Part of QB’s unintended benefit, Mundt says, is that they are raising the bar for everyone, and forcing the banks to engage in meaningful development work on algorithm improvement. “They are at least trying to play catch-up now, but this won’t necessarily erase QB’s value-add, as they will likely move on to the next area of improvement well before everyone else does.
And indeed, as QB pushes into other electronic asset classes like cash treasuries, Almgren says imitation is the best form of flattery, especially in a space where genuine debate—backed by years of advancing technology—is perhaps the most valuable commodity going. After all, what fun is it anticipating where the puck will be, if everyone else on the ice is hopelessly flat-footed?
“It’s a common conversation we have,” he says. “A colleague or client will propose a modification to the algo, thinking it will make a particular bad trade better and we’ll say, ‘Sure, but it might make the good trades worse.’ You have to test it; otherwise you can find yourself chasing chimeras. We’ll interrogate why we crossed as a micro-price moved up, for example—in one instance it was wrong, but we can point to 50 times on the same day where it was the right thing to do. There’s tremendous value in that. With execution, the average is what matters. You live and die by the statistics, and you only get there by having the details others don’t.”
Salient Points
- Managed futures specialists are increasingly taking advantage of boutique agency brokers’ algorithms, citing their ability to be opportunistic and adjust to markets’ behavior, as well as faster speed to implementation and greater alpha realized through price slippage.
- Rates futures, particularly, are ripe for these applications given their correlation and the characteristics of the complexes within which they’re traded, and are well-serviced by Quantitative Brokers (QB), among other independent shops. Hedge fund AHL and CTA Revolution Capital Management are among QB’s users for rates.

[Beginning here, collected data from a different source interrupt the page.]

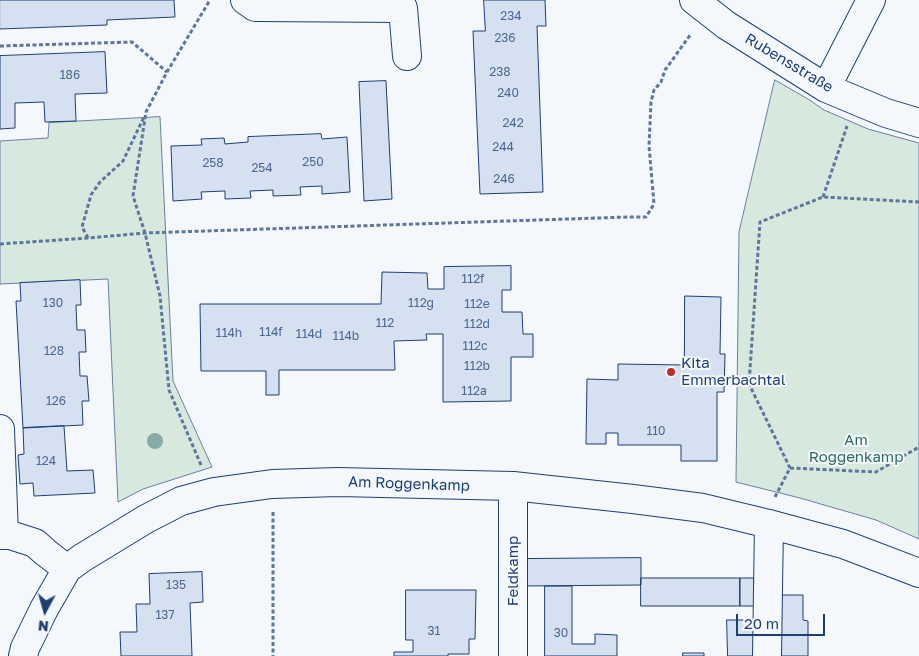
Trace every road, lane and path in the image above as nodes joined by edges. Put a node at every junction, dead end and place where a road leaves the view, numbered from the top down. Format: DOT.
graph roads {
  1 [pos="210,0"];
  2 [pos="245,0"];
  3 [pos="871,0"];
  4 [pos="700,5"];
  5 [pos="0,46"];
  6 [pos="407,56"];
  7 [pos="167,72"];
  8 [pos="838,93"];
  9 [pos="146,112"];
  10 [pos="919,123"];
  11 [pos="823,197"];
  12 [pos="919,202"];
  13 [pos="145,233"];
  14 [pos="88,238"];
  15 [pos="0,244"];
  16 [pos="0,429"];
  17 [pos="919,447"];
  18 [pos="790,468"];
  19 [pos="272,484"];
  20 [pos="513,486"];
  21 [pos="214,492"];
  22 [pos="766,523"];
  23 [pos="2,535"];
  24 [pos="67,569"];
  25 [pos="919,573"];
  26 [pos="23,656"];
  27 [pos="273,656"];
  28 [pos="514,656"];
  29 [pos="767,656"];
  1 -- 7 [label="path"];
  2 -- 6 [label="street"];
  3 -- 8 [label="street"];
  4 -- 8 [label="street, Rubensstraße"];
  4 -- 13 [label="path"];
  5 -- 7 [label="path"];
  7 -- 9 [label="path"];
  8 -- 10 [label="street, Rubensstraße"];
  8 -- 11 [label="path"];
  9 -- 13 [label="path"];
  9 -- 14 [label="path"];
  11 -- 12 [label="path"];
  11 -- 18 [label="path"];
  13 -- 14 [label="path"];
  13 -- 21 [label="path"];
  14 -- 15 [label="path"];
  16 -- 23 [label="street"];
  17 -- 18 [label="path"];
  18 -- 22 [label="path"];
  19 -- 20 [label="street, Am Roggenkamp"];
  19 -- 21 [label="street, Am Roggenkamp"];
  19 -- 27 [label="path"];
  20 -- 22 [label="street, Am Roggenkamp"];
  20 -- 28 [label="street, Feldkamp"];
  21 -- 24 [label="street, Am Roggenkamp"];
  22 -- 25 [label="street, Am Roggenkamp"];
  22 -- 29 [label="street"];
  23 -- 24 [label="street"];
  24 -- 26 [label="street, Am Roggenkamp"];
}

- Another value-added feature at smaller shops like QB is their simulation environments, which mimic the matching engine logic of relevant futures exchange venues and can test new adjustments to algorithms with real-time market data before putting the algos into production.
- Sources expect a greater variety of such brokers to crop up in coming years, while sell-side FCMs, sensing greater competition, are also expected to mature their offerings and continue bundling futures algos with other execution and clearing services.